Really I just wanted to call out that there is a valid (within the context of the goals of spiritual practice) use for a very controlled environment that should be considered separately from the common understanding of "religious control" (i.e. the powerful and political abusing religious devices to exert control over the masses).


I can't see anything about celibacy


It's kind of implied. "Monk" comes from the Greek word "monos", which means "alone." You can check this by reading the Rule and seeing how well it can be followed by someone who is married.


This is an apt comment. I went to a Benedictine College with a Monastery attached. More than one of the monks, after a night of heavy drinking, would tell me: "We take a vow of celibacy (non-marriage), not of chastity."


Well, chaste is already something every Catholic is bound to be. I assume they aren't taking vows not to murder or not to steal or to not lie, because those things are already forbidden. The vows are for things that raise the bar.


> CHAPTER 4

> What Are the Instruments of Good Works

> [...]

> 63. To love chastity.


AFAIK, chastity most often refers to abstinence prior to marriage, not the exclusion of marriage.


from what I remember of my catechism, the chastity would depends on one's state (single/widower, married, cleric). So for single persons, priest, monks => abstinence, married => fidelity to the spouse


Though iirc from my (orthodox) catechism st benedict predates the western christian tradition of unmarried clergy. Monks would have been celibate always though I think.


Chastity refers to abstinence other than within the bounds of marriage, not just before marriage.


Thanks, I just used ctrl+f to find celibacy and was surprised. Didn't think of synonyms.


If I remember correctly, the ban against marriage came after the monasteries were well established. The monasteries were some of the largest estates in medieval Europe, and there was a fear that they would become dynasties that challenged the lords (or became poweful in their own right which could challenge the church hierarchy). The marriage prohibition kept the church in control of the monasteries and kept the relationship between the church and the lords happy.


I think you are mistaken in some details.

Monasteries from pretty early on required celibacy. According to https://en.m.wikipedia.org/wiki/Clerical_celibacy_in_the_Cat..., priests did get married until the 12th century (even then, some say there was an unenforced law rule on the books saying that wasn't supposed to happen) .

While there were some theological and worldly reasons for the change, competition with lords wasn't one, and doesn't make a lot of sense.
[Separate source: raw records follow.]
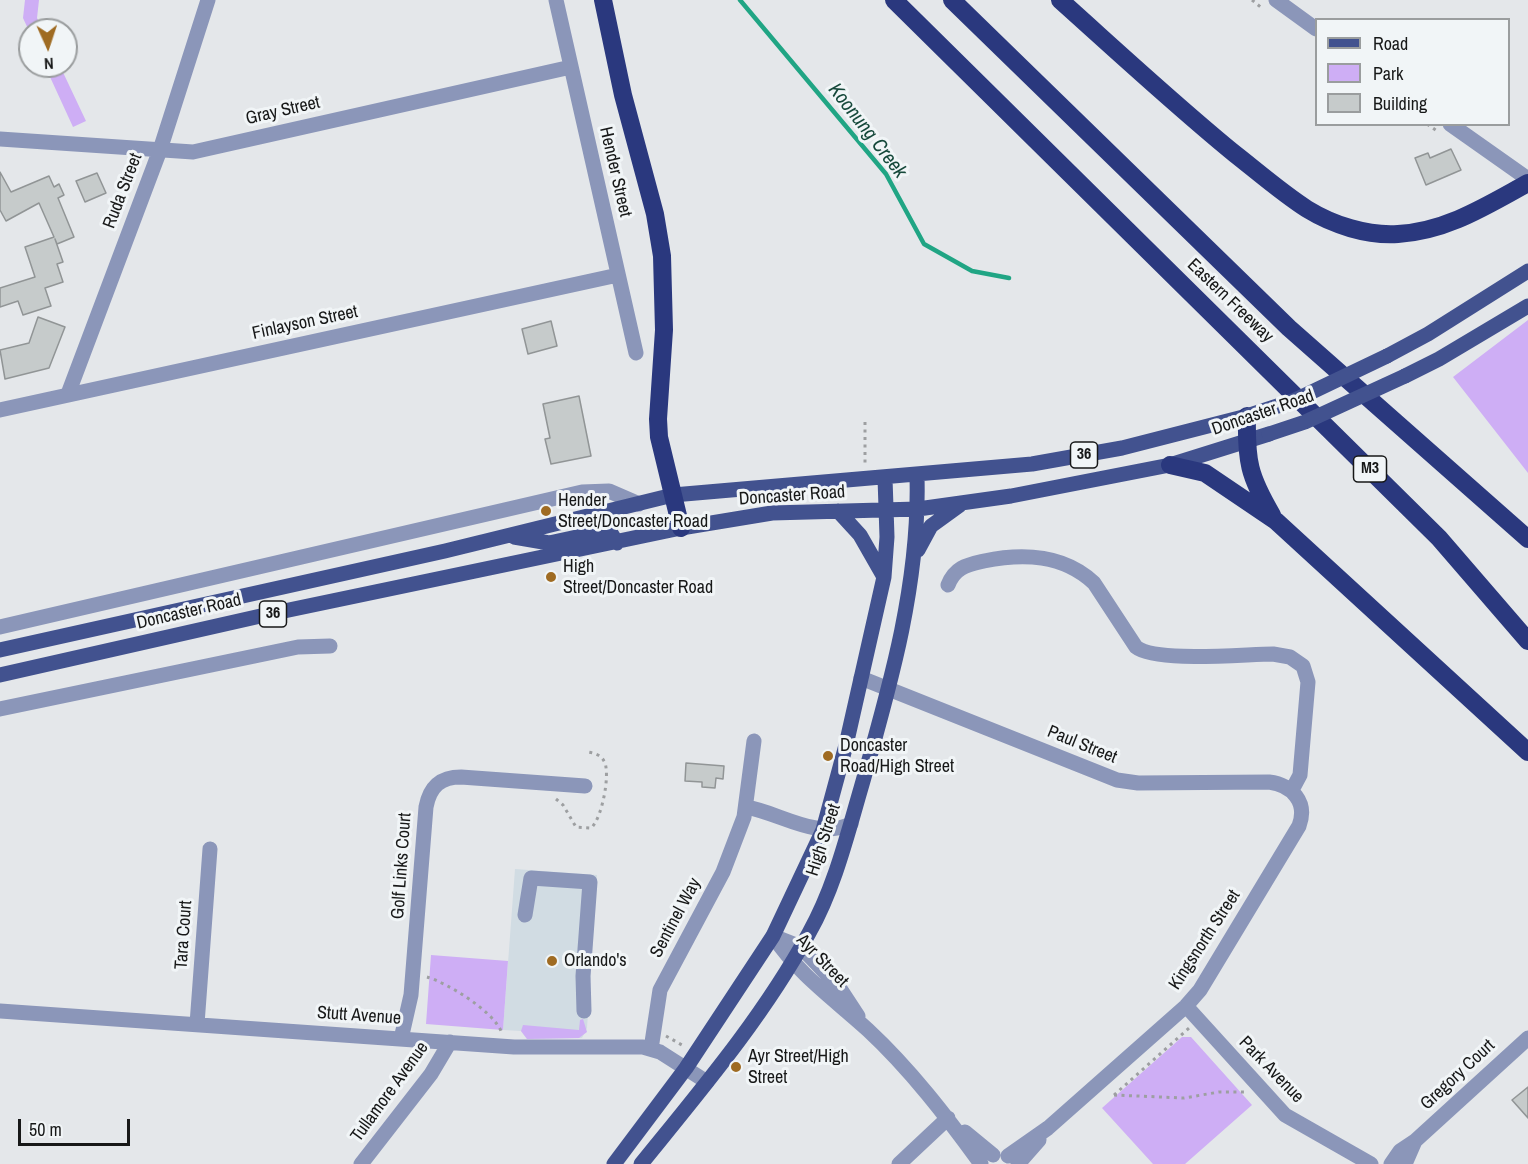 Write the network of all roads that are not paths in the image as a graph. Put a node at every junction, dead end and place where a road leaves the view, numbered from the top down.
1 (208, 0) edge
2 (556, 0) edge
3 (603, 0) edge
4 (894, 0) edge
5 (952, 0) edge
6 (1060, 0) edge
7 (1276, 0) edge
8 (1315, 28) edge
9 (571, 67) junction
10 (1453, 126) edge
11 (0, 139) edge
12 (160, 150) junction
13 (1528, 181) edge
14 (1528, 271) edge
15 (618, 275) junction
16 (1528, 306) edge
17 (636, 353) dead end
18 (68, 394) junction
19 (0, 410) edge
20 (1247, 416) junction
21 (1246, 442) junction
22 (1170, 465) junction
23 (917, 476) junction
24 (885, 478) junction
25 (673, 495) junction
26 (963, 503) junction
27 (639, 504) junction
28 (918, 508) junction
29 (885, 510) junction
30 (838, 511) junction
31 (1276, 521) junction
32 (681, 528) junction
33 (508, 536) junction
34 (1528, 538) edge
35 (617, 543) junction
36 (916, 553) junction
37 (884, 576) junction
38 (948, 585) dead end
39 (0, 627) edge
40 (1528, 641) edge
41 (330, 646) dead end
42 (0, 650) edge
43 (0, 675) edge
44 (861, 678) junction
45 (888, 687) junction
46 (0, 709) edge
47 (754, 741) dead end
48 (1528, 752) edge
49 (585, 786) dead end
50 (1294, 793) junction
51 (746, 807) junction
52 (851, 824) junction
53 (823, 830) junction
54 (210, 849) dead end
55 (525, 915) dead end
56 (773, 936) junction
57 (801, 946) junction
58 (791, 963) junction
59 (1186, 1006) junction
60 (0, 1011) edge
61 (584, 1011) dead end
62 (197, 1024) junction
63 (869, 1031) junction
64 (1528, 1038) edge
65 (409, 1039) junction
66 (450, 1042) junction
67 (651, 1049) junction
68 (686, 1068) junction
69 (707, 1082) junction
70 (948, 1118) junction
71 (1414, 1141) junction
72 (1000, 1161) edge
73 (361, 1164) edge
74 (614, 1164) edge
75 (641, 1164) edge
76 (899, 1164) edge
77 (1371, 1164) edge
78 (1391, 1164) edge
79 (1406, 1164) edge

1 - 12 street, Ruda Street
2 - 9 street, Hender Street
3 - 25 highway
4 - 40 highway, Eastern Freeway / M3
5 - 34 highway, Eastern Freeway
6 - 13 highway
7 - 8 street
9 - 12 street, Gray Street
9 - 15 street, Hender Street
10 - 13 street
11 - 12 street, Gray Street
12 - 18 street, Ruda Street
14 - 20 main road, Doncaster Road / 36, bridge
15 - 17 street, Hender Street
15 - 18 street, Finlayson Street
16 - 21 main road, Doncaster Road / 36, bridge
18 - 19 street, Finlayson Street
20 - 21 highway
20 - 23 main road, Doncaster Road / 36
21 - 22 main road, Doncaster Road / 36
21 - 31 highway
22 - 26 main road, Doncaster Road / 36
22 - 31 highway
23 - 24 main road, Doncaster Road / 36
23 - 28 main road, High Street
24 - 25 main road, Doncaster Road / 36
24 - 29 main road, High Street
25 - 27 main road, Doncaster Road / 36
25 - 32 highway
26 - 28 main road, Doncaster Road / 36
26 - 36 main road
27 - 33 main road, Doncaster Road / 36
27 - 39 street, Doncaster Road
28 - 29 main road, Doncaster Road / 36
28 - 36 main road, High Street
29 - 30 main road, Doncaster Road / 36
29 - 37 main road, High Street
30 - 32 main road, Doncaster Road / 36
30 - 37 main road
31 - 48 highway
32 - 35 main road, Doncaster Road / 36
33 - 35 main road
33 - 42 main road, Doncaster Road / 36
35 - 43 main road, Doncaster Road / 36
36 - 45 main road, High Street
37 - 44 main road, High Street
38 - 50 street
41 - 46 street
44 - 45 street, Paul Street
44 - 53 main road, High Street
45 - 50 street, Paul Street
45 - 52 main road, High Street
47 - 51 street, Sentinel Way
49 - 65 street, Golf Links Court
50 - 59 street, Kingsnorth Street
51 - 53 street
51 - 67 street, Sentinel Way
52 - 53 street
52 - 57 main road, High Street
53 - 56 main road, High Street
54 - 62 street, Tara Court
55 - 61 street
56 - 57 street, Ayr Street
56 - 58 street, Ayr Street
56 - 68 main road, High Street
57 - 58 main road, High Street
57 - 63 street, Ayr Street
58 - 63 street, Ayr Street
58 - 69 main road, High Street
59 - 72 street, Kingsnorth Street
59 - 77 street, Park Avenue
60 - 62 street, Stutt Avenue
62 - 65 street, Stutt Avenue
63 - 70 street, Ayr Street
64 - 71 street, Gregory Court
65 - 66 street, Stutt Avenue
66 - 67 street, Stutt Avenue
66 - 73 street, Tullamore Avenue
67 - 68 street, Stutt Avenue
68 - 69 street, Stutt Avenue
68 - 74 main road, High Street
69 - 75 main road, High Street
70 - 72 street, Ayr Street
70 - 76 street
71 - 78 street, Gregory Court
71 - 79 street, Gregory Court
Religious communities were largely populated by the children of the nobles, and nobles gave to monasteries. (And again, wouldn't apply, since only non-monastic priests were married.)


In the Orthodox Church, priests are allowed (and in fact encouraged) to be married, but cannot marry after they are ordained.

On the other hand, bishops must be monks as well as priests, and therefore cannot be married.


I have never been able to square the catholic church ban on priest marrying with 1 Timothy 3:

2 Now the overseer is to be above reproach, faithful to his wife, temperate, self-controlled, respectable, hospitable, able to teach, 3 not given to drunkenness, not violent but gentle, not quarrelsome, not a lover of money. 4 He must manage his own family well and see that his children obey him, and he must do so in a manner worthy of full[a] respect. 5 (If anyone does not know how to manage his own family, how can he take care of God’s church?)


The rule against unmarried clergy came pretty late in the game I believe. Anyway I think it was more of a practical organizational determination, not a theological thing.